I grew up in a city and have always lived in cities. This may be one reason why I never got a a driver's license. My mother didn't drive, which is another reason, though not driving is really eccentric in my generation. I have never liked cars or suburbs. Cars are way expensive and a crazy way to move people around in an urban area. America makes transportation, which should be a public good, a private expense -- though the highways are a public expense and an ugly blight on the landscape. Imagine if we had the old trolleys I remember from my childhood, instead of vast concrete structures that cut the city into pieces.

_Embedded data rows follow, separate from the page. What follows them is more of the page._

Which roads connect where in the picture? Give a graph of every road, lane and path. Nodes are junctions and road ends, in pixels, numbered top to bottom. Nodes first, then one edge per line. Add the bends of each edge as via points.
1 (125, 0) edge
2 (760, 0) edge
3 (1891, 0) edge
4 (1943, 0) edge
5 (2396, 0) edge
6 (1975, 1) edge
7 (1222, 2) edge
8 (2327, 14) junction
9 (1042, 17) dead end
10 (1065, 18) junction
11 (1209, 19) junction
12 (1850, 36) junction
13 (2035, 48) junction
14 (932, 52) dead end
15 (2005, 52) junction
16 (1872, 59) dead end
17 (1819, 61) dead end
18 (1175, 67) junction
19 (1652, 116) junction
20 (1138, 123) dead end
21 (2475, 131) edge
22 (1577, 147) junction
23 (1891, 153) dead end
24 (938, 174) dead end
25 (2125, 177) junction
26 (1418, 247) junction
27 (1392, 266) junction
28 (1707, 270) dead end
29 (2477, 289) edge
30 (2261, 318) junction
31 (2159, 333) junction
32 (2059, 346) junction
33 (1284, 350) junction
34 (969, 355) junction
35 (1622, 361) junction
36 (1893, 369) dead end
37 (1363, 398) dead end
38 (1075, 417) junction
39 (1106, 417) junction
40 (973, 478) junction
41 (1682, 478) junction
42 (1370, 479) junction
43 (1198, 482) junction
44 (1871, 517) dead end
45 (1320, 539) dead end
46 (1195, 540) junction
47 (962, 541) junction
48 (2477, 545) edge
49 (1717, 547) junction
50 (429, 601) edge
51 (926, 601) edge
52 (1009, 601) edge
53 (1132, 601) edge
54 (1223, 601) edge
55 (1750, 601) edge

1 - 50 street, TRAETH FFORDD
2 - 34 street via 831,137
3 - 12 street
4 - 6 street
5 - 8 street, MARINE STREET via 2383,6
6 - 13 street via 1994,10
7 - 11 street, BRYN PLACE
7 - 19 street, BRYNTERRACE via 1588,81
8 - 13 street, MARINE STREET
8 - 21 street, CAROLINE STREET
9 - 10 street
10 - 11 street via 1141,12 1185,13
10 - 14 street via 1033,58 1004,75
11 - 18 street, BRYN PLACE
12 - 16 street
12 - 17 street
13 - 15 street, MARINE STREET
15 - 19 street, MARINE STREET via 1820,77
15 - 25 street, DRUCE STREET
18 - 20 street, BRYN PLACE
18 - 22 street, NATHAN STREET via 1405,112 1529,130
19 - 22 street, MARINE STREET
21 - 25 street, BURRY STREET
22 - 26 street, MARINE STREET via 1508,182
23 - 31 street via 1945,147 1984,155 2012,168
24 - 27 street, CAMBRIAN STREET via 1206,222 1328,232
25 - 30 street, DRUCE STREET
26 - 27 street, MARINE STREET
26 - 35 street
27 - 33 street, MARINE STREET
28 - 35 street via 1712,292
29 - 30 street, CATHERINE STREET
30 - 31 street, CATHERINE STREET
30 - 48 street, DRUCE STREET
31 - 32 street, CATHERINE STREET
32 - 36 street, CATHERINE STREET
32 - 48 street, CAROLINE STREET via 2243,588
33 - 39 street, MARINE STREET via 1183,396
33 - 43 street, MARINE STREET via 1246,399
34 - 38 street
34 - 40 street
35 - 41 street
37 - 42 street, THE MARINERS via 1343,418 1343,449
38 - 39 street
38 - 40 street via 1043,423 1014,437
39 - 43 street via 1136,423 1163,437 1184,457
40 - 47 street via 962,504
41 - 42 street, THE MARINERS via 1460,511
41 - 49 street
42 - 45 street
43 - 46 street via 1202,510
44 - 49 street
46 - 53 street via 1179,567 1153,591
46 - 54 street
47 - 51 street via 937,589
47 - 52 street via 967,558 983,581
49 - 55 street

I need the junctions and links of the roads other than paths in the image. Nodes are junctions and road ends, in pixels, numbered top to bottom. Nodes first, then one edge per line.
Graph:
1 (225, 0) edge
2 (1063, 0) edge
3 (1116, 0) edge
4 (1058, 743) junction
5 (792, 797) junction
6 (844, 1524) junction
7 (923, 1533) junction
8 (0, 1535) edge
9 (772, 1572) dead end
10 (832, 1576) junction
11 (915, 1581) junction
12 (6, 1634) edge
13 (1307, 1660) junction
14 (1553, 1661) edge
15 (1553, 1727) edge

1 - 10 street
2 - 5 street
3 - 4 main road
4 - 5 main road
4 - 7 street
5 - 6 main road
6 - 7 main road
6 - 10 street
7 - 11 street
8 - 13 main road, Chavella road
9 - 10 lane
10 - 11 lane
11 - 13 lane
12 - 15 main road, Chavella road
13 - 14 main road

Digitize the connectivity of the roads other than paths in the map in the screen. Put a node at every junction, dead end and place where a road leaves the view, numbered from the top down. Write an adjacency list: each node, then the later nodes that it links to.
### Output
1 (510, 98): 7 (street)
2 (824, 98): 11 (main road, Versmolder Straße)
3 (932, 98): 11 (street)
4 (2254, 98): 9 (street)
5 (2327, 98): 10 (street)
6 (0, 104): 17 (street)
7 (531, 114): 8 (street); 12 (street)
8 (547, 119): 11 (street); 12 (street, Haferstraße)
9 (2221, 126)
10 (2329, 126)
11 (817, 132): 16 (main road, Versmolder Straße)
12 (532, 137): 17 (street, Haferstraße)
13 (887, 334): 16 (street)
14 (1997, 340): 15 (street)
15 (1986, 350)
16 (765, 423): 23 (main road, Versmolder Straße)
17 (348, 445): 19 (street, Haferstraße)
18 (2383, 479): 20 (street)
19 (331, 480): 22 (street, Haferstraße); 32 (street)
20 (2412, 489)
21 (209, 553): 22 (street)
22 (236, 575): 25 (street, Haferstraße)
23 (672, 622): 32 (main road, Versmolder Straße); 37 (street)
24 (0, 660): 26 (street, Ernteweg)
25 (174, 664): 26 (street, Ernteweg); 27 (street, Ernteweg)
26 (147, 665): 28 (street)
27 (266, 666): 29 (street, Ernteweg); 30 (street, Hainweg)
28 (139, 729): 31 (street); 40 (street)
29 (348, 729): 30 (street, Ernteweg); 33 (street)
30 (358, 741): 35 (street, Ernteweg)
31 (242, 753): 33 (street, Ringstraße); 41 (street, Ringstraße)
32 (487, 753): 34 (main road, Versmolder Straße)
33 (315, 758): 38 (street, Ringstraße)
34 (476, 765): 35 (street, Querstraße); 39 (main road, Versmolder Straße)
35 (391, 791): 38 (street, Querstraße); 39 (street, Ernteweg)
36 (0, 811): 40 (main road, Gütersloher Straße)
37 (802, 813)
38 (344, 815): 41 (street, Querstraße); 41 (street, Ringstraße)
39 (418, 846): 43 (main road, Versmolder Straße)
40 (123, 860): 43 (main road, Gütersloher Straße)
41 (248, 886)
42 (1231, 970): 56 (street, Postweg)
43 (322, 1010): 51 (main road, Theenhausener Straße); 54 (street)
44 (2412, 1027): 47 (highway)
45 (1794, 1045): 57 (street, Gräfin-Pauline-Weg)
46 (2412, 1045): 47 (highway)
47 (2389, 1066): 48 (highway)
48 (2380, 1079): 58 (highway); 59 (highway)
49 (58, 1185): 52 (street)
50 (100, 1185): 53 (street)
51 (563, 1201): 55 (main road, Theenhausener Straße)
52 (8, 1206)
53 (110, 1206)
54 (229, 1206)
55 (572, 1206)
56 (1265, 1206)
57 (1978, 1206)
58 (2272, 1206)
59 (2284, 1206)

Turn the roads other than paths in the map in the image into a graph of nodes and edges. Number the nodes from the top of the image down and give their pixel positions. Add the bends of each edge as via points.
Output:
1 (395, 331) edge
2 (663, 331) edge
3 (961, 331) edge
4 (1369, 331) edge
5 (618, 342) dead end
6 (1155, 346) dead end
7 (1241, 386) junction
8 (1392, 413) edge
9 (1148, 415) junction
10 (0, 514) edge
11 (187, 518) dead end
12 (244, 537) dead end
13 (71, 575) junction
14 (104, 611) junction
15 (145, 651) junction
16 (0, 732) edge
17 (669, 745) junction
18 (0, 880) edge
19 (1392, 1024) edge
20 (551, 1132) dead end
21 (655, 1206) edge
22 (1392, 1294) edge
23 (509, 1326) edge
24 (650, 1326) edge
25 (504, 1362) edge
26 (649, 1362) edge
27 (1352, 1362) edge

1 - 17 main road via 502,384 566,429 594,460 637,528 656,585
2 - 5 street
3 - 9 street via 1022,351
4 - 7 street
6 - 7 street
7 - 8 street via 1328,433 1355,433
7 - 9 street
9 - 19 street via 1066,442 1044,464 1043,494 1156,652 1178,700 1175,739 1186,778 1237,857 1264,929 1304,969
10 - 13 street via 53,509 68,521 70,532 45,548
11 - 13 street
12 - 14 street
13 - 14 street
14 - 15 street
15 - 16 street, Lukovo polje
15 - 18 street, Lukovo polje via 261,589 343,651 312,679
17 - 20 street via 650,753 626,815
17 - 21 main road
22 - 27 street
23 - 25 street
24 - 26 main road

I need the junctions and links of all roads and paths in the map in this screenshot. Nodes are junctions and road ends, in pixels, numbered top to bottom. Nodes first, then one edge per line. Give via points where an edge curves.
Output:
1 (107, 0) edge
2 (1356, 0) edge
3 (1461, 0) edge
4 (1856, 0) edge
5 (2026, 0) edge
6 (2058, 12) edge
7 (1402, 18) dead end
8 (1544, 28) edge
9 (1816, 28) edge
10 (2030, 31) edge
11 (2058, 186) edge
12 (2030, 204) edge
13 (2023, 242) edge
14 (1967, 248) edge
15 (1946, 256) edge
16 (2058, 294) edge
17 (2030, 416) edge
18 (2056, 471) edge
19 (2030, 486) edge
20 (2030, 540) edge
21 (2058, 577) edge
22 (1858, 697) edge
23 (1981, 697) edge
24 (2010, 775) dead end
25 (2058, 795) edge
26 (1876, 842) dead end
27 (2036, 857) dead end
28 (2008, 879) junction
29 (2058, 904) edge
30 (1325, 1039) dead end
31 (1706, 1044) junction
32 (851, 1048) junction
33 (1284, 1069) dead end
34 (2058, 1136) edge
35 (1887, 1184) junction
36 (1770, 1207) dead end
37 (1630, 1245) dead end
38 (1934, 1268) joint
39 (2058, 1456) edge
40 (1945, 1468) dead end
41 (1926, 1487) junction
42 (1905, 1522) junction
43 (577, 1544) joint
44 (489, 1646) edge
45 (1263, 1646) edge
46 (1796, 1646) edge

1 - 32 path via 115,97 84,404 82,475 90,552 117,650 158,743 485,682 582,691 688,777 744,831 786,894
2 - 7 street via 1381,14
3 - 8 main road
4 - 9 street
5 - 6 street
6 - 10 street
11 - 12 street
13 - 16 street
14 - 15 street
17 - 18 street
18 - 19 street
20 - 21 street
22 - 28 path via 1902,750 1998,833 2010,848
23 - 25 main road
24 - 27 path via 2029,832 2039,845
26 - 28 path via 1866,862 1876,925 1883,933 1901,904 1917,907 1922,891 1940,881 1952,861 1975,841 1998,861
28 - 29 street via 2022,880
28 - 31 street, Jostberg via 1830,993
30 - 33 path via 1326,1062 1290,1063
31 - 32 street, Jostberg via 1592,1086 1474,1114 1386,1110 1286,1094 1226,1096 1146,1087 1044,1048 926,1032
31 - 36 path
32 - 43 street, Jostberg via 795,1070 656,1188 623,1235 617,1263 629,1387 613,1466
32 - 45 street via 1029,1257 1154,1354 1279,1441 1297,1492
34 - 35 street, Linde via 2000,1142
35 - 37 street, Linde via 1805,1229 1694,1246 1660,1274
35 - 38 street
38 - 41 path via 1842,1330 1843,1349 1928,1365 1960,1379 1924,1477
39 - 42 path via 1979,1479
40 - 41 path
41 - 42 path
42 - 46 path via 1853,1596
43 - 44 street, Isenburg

Suburbs are ridiculous. In the Twin Cities Metro Area, developers have paved over farms, marshes and woods to create ghastly housing. The farms provided food. The marshes soaked up runoff water. The woods absorbed carbon dioxide. The suburbs -- mostly bare green lawns, roads and ugly houses, isolated in the middle of their lawns -- produce nothing useful, except work for developers and highway builders and money for the Koch Brothers' oil company.

According to AAA, the average cost of owning and operating a car is now $760 a month. The cost of a monthly all-you-can-ride card for Twin Cities Metro Transit is $85. This is for the expensive card, which allows you to ride express buses. But if the buses don't run where you live or work, you need the car, however expensive it may be.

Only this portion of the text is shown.